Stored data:
====================

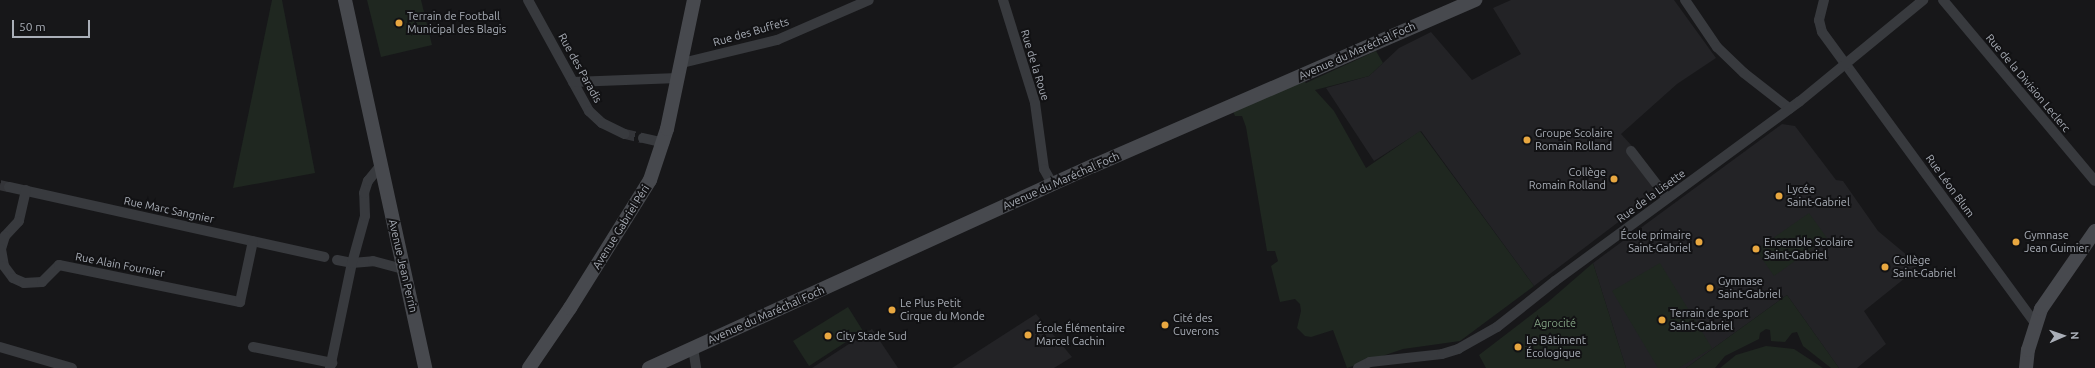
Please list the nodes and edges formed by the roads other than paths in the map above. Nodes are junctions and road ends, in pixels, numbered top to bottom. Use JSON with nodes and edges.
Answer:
{"nodes":[{"id":1,"x":345,"y":0,"type":"edge"},
{"id":2,"x":528,"y":0,"type":"edge"},
{"id":3,"x":694,"y":0,"type":"edge"},
{"id":4,"x":869,"y":0,"type":"edge"},
{"id":5,"x":1003,"y":0,"type":"edge"},
{"id":6,"x":1475,"y":0,"type":"edge"},
{"id":7,"x":1685,"y":0,"type":"edge"},
{"id":8,"x":1824,"y":0,"type":"edge"},
{"id":9,"x":1923,"y":0,"type":"edge"},
{"id":10,"x":1943,"y":0,"type":"edge"},
{"id":11,"x":682,"y":63,"type":"junction"},
{"id":12,"x":1846,"y":64,"type":"junction"},
{"id":13,"x":678,"y":78,"type":"junction"},
{"id":14,"x":573,"y":82,"type":"junction"},
{"id":15,"x":1790,"y":109,"type":"junction"},
{"id":16,"x":625,"y":134,"type":"tunnel mouth"},
{"id":17,"x":643,"y":138,"type":"tunnel mouth"},
{"id":18,"x":664,"y":143,"type":"junction"},
{"id":19,"x":1632,"y":151,"type":"dead end"},
{"id":20,"x":381,"y":165,"type":"junction"},
{"id":21,"x":2095,"y":181,"type":"edge"},
{"id":22,"x":1053,"y":185,"type":"junction"},
{"id":23,"x":9,"y":187,"type":"tunnel mouth"},
{"id":24,"x":26,"y":190,"type":"junction"},
{"id":25,"x":1667,"y":198,"type":"junction"},
{"id":26,"x":2095,"y":232,"type":"edge"},
{"id":27,"x":253,"y":241,"type":"junction"},
{"id":28,"x":324,"y":257,"type":"dead end"},
{"id":29,"x":337,"y":260,"type":"dead end"},
{"id":30,"x":352,"y":263,"type":"junction"},
{"id":31,"x":403,"y":269,"type":"junction"},
{"id":32,"x":2035,"y":323,"type":"junction"},
{"id":33,"x":0,"y":347,"type":"edge"},
{"id":34,"x":253,"y":347,"type":"dead end"},
{"id":35,"x":693,"y":348,"type":"junction"},
{"id":36,"x":2027,"y":362,"type":"edge"},
{"id":37,"x":331,"y":365,"type":"edge"},
{"id":38,"x":72,"y":368,"type":"edge"},
{"id":39,"x":425,"y":368,"type":"edge"},
{"id":40,"x":529,"y":368,"type":"edge"},
{"id":41,"x":648,"y":368,"type":"edge"},
{"id":42,"x":696,"y":368,"type":"edge"},
{"id":43,"x":1358,"y":368,"type":"edge"}],
"edges":[{"from":1,"to":20,"type":"main road","name":"Avenue Jean Perrin"},
{"from":2,"to":14,"type":"street","name":"Rue des Paradis"},
{"from":3,"to":11,"type":"main road","name":"Avenue Gabriel Péri"},
{"from":4,"to":11,"type":"street","name":"Rue des Buffets"},
{"from":5,"to":22,"type":"street","name":"Rue de la Roue"},
{"from":6,"to":22,"type":"main road","name":"Avenue du Maréchal Foch"},
{"from":7,"to":15,"type":"street"},
{"from":8,"to":12,"type":"street","name":"Rue Léon Blum"},
{"from":9,"to":12,"type":"street","name":"Rue de la Lisette"},
{"from":10,"to":21,"type":"street","name":"Rue de la Division Leclerc"},
{"from":11,"to":13,"type":"main road","name":"Avenue Gabriel Péri"},
{"from":12,"to":15,"type":"street","name":"Rue de la Lisette"},
{"from":12,"to":32,"type":"street","name":"Rue Léon Blum"},
{"from":13,"to":14,"type":"street"},
{"from":13,"to":18,"type":"main road","name":"Avenue Gabriel Péri"},
{"from":14,"to":16,"type":"street","name":"Rue des Paradis"},
{"from":15,"to":25,"type":"street","name":"Rue de la Lisette"},
{"from":17,"to":18,"type":"street"},
{"from":18,"to":40,"type":"main road","name":"Avenue Gabriel Péri"},
{"from":19,"to":25,"type":"street"},
{"from":20,"to":30,"type":"street"},
{"from":20,"to":31,"type":"main road","name":"Avenue Jean Perrin"},
{"from":22,"to":35,"type":"main road","name":"Avenue du Maréchal Foch"},
{"from":23,"to":24,"type":"street","name":"Rue Marc Sangnier"},
{"from":24,"to":27,"type":"street","name":"Rue Marc Sangnier"},
{"from":24,"to":27,"type":"street","name":"Rue Alain Fournier"},
{"from":25,"to":43,"type":"street","name":"Rue de la Lisette"},
{"from":26,"to":32,"type":"main road"},
{"from":27,"to":28,"type":"street","name":"Rue Marc Sangnier"},
{"from":29,"to":30,"type":"street"},
{"from":30,"to":31,"type":"street"},
{"from":30,"to":37,"type":"street"},
{"from":31,"to":39,"type":"main road","name":"Avenue Jean Perrin"},
{"from":32,"to":36,"type":"main road"},
{"from":33,"to":38,"type":"street"},
{"from":34,"to":37,"type":"street"},
{"from":35,"to":41,"type":"main road","name":"Avenue du Maréchal Foch"},
{"from":35,"to":42,"type":"street"}]}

====================

## What to produce
Every record above must reappear exactly in the answer, minus its pictures.

## Solution to this exercise
Please list the nodes and edges formed by the roads other than paths in the map above. Nodes are junctions and road ends, in pixels, numbered top to bottom. Use JSON with nodes and edges.
Answer:
{"nodes":[{"id":1,"x":345,"y":0,"type":"edge"},
{"id":2,"x":528,"y":0,"type":"edge"},
{"id":3,"x":694,"y":0,"type":"edge"},
{"id":4,"x":869,"y":0,"type":"edge"},
{"id":5,"x":1003,"y":0,"type":"edge"},
{"id":6,"x":1475,"y":0,"type":"edge"},
{"id":7,"x":1685,"y":0,"type":"edge"},
{"id":8,"x":1824,"y":0,"type":"edge"},
{"id":9,"x":1923,"y":0,"type":"edge"},
{"id":10,"x":1943,"y":0,"type":"edge"},
{"id":11,"x":682,"y":63,"type":"junction"},
{"id":12,"x":1846,"y":64,"type":"junction"},
{"id":13,"x":678,"y":78,"type":"junction"},
{"id":14,"x":573,"y":82,"type":"junction"},
{"id":15,"x":1790,"y":109,"type":"junction"},
{"id":16,"x":625,"y":134,"type":"tunnel mouth"},
{"id":17,"x":643,"y":138,"type":"tunnel mouth"},
{"id":18,"x":664,"y":143,"type":"junction"},
{"id":19,"x":1632,"y":151,"type":"dead end"},
{"id":20,"x":381,"y":165,"type":"junction"},
{"id":21,"x":2095,"y":181,"type":"edge"},
{"id":22,"x":1053,"y":185,"type":"junction"},
{"id":23,"x":9,"y":187,"type":"tunnel mouth"},
{"id":24,"x":26,"y":190,"type":"junction"},
{"id":25,"x":1667,"y":198,"type":"junction"},
{"id":26,"x":2095,"y":232,"type":"edge"},
{"id":27,"x":253,"y":241,"type":"junction"},
{"id":28,"x":324,"y":257,"type":"dead end"},
{"id":29,"x":337,"y":260,"type":"dead end"},
{"id":30,"x":352,"y":263,"type":"junction"},
{"id":31,"x":403,"y":269,"type":"junction"},
{"id":32,"x":2035,"y":323,"type":"junction"},
{"id":33,"x":0,"y":347,"type":"edge"},
{"id":34,"x":253,"y":347,"type":"dead end"},
{"id":35,"x":693,"y":348,"type":"junction"},
{"id":36,"x":2027,"y":362,"type":"edge"},
{"id":37,"x":331,"y":365,"type":"edge"},
{"id":38,"x":72,"y":368,"type":"edge"},
{"id":39,"x":425,"y":368,"type":"edge"},
{"id":40,"x":529,"y":368,"type":"edge"},
{"id":41,"x":648,"y":368,"type":"edge"},
{"id":42,"x":696,"y":368,"type":"edge"},
{"id":43,"x":1358,"y":368,"type":"edge"}],
"edges":[{"from":1,"to":20,"type":"main road","name":"Avenue Jean Perrin"},
{"from":2,"to":14,"type":"street","name":"Rue des Paradis"},
{"from":3,"to":11,"type":"main road","name":"Avenue Gabriel Péri"},
{"from":4,"to":11,"type":"street","name":"Rue des Buffets"},
{"from":5,"to":22,"type":"street","name":"Rue de la Roue"},
{"from":6,"to":22,"type":"main road","name":"Avenue du Maréchal Foch"},
{"from":7,"to":15,"type":"street"},
{"from":8,"to":12,"type":"street","name":"Rue Léon Blum"},
{"from":9,"to":12,"type":"street","name":"Rue de la Lisette"},
{"from":10,"to":21,"type":"street","name":"Rue de la Division Leclerc"},
{"from":11,"to":13,"type":"main road","name":"Avenue Gabriel Péri"},
{"from":12,"to":15,"type":"street","name":"Rue de la Lisette"},
{"from":12,"to":32,"type":"street","name":"Rue Léon Blum"},
{"from":13,"to":14,"type":"street"},
{"from":13,"to":18,"type":"main road","name":"Avenue Gabriel Péri"},
{"from":14,"to":16,"type":"street","name":"Rue des Paradis"},
{"from":15,"to":25,"type":"street","name":"Rue de la Lisette"},
{"from":17,"to":18,"type":"street"},
{"from":18,"to":40,"type":"main road","name":"Avenue Gabriel Péri"},
{"from":19,"to":25,"type":"street"},
{"from":20,"to":30,"type":"street"},
{"from":20,"to":31,"type":"main road","name":"Avenue Jean Perrin"},
{"from":22,"to":35,"type":"main road","name":"Avenue du Maréchal Foch"},
{"from":23,"to":24,"type":"street","name":"Rue Marc Sangnier"},
{"from":24,"to":27,"type":"street","name":"Rue Marc Sangnier"},
{"from":24,"to":27,"type":"street","name":"Rue Alain Fournier"},
{"from":25,"to":43,"type":"street","name":"Rue de la Lisette"},
{"from":26,"to":32,"type":"main road"},
{"from":27,"to":28,"type":"street","name":"Rue Marc Sangnier"},
{"from":29,"to":30,"type":"street"},
{"from":30,"to":31,"type":"street"},
{"from":30,"to":37,"type":"street"},
{"from":31,"to":39,"type":"main road","name":"Avenue Jean Perrin"},
{"from":32,"to":36,"type":"main road"},
{"from":33,"to":38,"type":"street"},
{"from":34,"to":37,"type":"street"},
{"from":35,"to":41,"type":"main road","name":"Avenue du Maréchal Foch"},
{"from":35,"to":42,"type":"street"}]}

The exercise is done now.